Fig. 6. Western blot images and statistical analysis of the mouse choroid–RPE complex and retina.

A Representative Western blot images of the mouse choroid-RPE complex. Relative expression of antibodies in the fasudil and belumosudil groups in comparison with the vehicle group at different time points. B Representative Western blot images of the mouse retina, relative expression of antibodies in the fasudil and belumosudil groups compared to the vehicle group at different time points.

Fig. 7. IMC-based retinal cell profiling and antibody detection dynamics pre- and post-ROCK inhibition.

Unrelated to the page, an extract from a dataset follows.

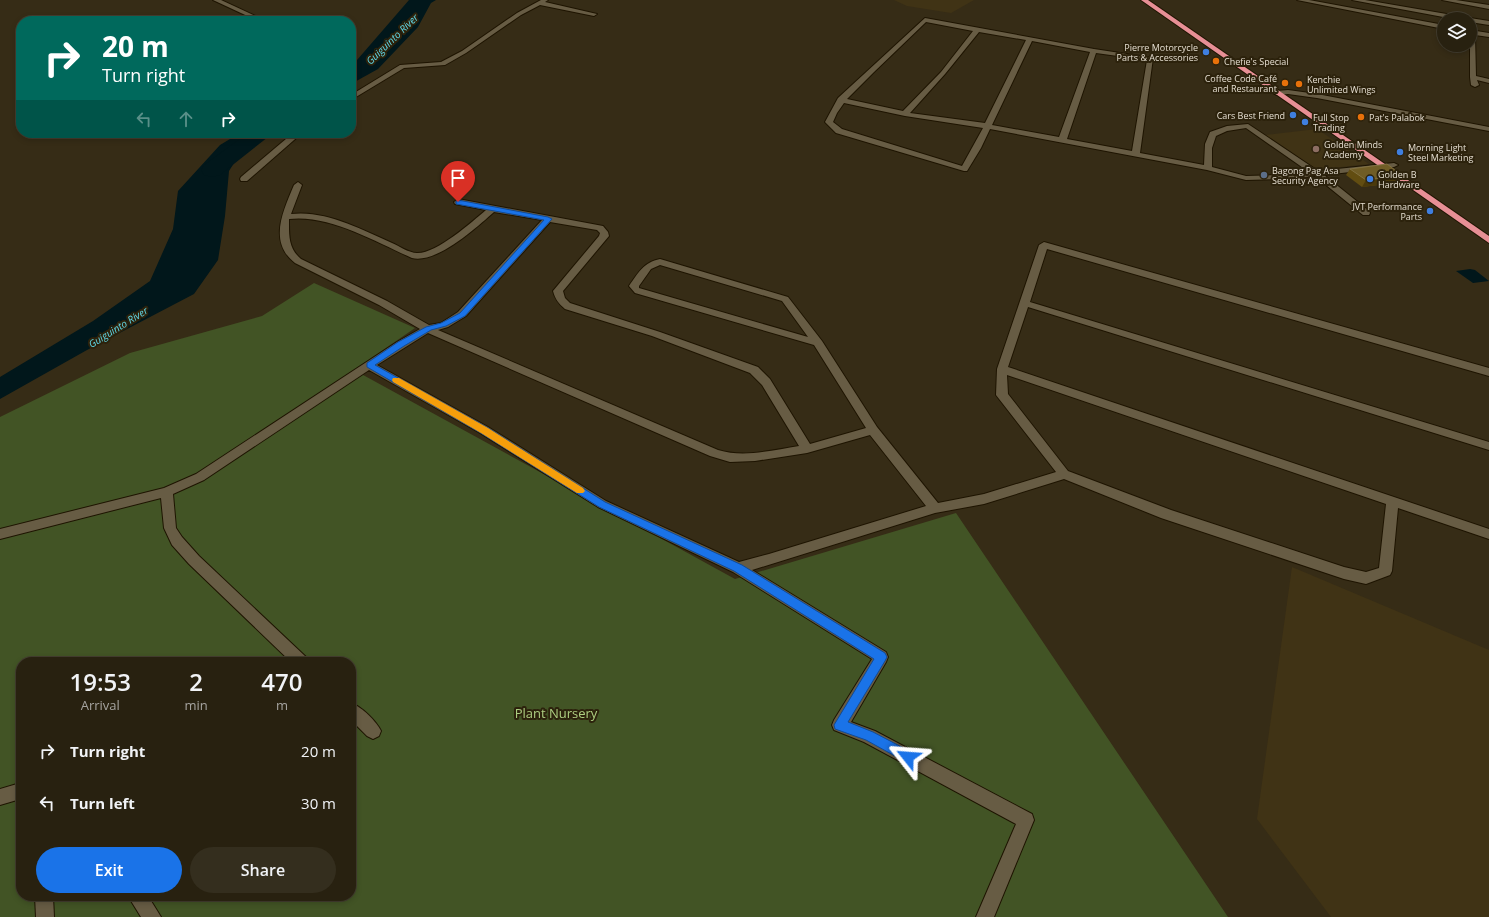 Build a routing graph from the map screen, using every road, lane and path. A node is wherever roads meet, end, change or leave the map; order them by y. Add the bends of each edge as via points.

A IMC flow chart. B UMAP visualization of cell types in the mouse retina. C Comparative analysis of antibody detection ratios across various cell types pre- and post-Rock inhibitor treatment. Different colors correspond to the annotations in B. D Panels di-div depict the expression distribution images of different antibodies in the retina of normal healthy mouse by IMC, they represent in order: C, LC, Fas, Bel groups. Blue-DNA, yellow-CD44, green-fibronectin, red-vimentin. Panels dv-diii are the corresponding images of di-div. E Variations in cell type distribution in the retina pre- and post-Rock inhibitor treatment. C-Control, LC-Laser control, Fas-Fasudil, Bel-Belumosudil. Different colors correspond to the annotations in B, C. Scale bar = 60 µm.